> [The problem] The required output is every line from the one with "Map reading. Convert" through the final line of the data below, unchanged.

> [Source records]
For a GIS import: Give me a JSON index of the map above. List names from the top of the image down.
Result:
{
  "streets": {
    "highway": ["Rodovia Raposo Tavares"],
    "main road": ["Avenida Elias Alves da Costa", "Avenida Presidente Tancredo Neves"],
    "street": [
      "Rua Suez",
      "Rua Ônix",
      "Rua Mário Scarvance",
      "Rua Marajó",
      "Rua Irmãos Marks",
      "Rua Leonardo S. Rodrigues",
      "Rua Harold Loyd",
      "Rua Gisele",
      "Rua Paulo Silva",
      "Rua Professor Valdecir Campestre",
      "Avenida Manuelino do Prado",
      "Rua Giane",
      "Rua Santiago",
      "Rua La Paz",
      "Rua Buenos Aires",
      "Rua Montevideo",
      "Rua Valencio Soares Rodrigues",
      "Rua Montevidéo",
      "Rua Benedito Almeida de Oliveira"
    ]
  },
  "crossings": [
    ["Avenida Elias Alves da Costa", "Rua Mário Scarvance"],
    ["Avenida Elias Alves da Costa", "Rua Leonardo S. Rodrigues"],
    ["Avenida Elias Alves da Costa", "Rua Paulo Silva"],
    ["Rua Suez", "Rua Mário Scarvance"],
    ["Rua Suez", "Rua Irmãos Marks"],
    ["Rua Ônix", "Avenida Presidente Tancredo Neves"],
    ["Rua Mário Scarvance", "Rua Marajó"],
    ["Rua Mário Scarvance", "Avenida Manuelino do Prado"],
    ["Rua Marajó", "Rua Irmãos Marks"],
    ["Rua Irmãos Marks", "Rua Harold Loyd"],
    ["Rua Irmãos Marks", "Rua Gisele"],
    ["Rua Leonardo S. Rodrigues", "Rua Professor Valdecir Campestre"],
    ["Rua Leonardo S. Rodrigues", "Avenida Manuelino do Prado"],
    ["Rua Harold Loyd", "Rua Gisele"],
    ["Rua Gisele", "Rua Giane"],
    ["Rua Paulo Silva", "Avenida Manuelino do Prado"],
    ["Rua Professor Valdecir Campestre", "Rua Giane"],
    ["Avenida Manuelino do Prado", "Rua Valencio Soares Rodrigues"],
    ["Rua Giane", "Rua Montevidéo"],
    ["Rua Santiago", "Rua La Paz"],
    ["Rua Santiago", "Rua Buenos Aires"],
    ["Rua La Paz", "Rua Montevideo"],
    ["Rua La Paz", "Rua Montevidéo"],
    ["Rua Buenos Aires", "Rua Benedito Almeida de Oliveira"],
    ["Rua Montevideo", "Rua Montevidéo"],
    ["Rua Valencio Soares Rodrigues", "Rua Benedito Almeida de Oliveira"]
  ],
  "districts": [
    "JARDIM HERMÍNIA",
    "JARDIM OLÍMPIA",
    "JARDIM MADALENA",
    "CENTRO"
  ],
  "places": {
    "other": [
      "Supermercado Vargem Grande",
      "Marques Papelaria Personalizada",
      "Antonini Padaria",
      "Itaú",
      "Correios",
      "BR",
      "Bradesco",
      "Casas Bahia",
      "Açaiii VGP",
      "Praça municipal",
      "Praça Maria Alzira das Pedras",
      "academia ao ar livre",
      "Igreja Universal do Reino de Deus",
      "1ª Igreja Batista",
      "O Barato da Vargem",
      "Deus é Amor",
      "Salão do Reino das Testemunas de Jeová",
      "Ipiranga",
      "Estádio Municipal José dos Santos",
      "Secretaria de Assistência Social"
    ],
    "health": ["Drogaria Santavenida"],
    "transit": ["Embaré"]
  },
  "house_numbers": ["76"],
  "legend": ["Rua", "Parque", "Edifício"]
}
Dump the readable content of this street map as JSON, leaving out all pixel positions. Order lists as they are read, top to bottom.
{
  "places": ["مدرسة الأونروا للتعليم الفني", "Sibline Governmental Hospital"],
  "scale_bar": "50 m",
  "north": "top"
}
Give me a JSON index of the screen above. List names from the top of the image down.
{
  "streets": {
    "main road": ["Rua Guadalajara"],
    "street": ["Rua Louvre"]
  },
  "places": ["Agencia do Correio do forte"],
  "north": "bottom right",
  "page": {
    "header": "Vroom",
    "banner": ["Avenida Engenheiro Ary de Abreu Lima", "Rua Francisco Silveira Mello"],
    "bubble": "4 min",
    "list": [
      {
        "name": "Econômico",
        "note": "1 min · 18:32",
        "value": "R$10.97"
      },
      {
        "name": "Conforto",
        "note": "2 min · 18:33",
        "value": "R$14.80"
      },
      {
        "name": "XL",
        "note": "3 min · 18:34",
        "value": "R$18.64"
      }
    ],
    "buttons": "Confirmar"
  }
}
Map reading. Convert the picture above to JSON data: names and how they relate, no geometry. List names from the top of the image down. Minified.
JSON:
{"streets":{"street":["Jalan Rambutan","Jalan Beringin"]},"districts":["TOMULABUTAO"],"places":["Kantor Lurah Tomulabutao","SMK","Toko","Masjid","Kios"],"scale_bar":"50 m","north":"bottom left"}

> [Solved exercise]
Map reading. Convert the picture above to JSON data: names and how they relate, no geometry. List names from the top of the image down. Minified.
JSON:
{"streets":{"street":["Jalan Rambutan","Jalan Beringin"]},"districts":["TOMULABUTAO"],"places":["Kantor Lurah Tomulabutao","SMK","Toko","Masjid","Kios"],"scale_bar":"50 m","north":"bottom left"}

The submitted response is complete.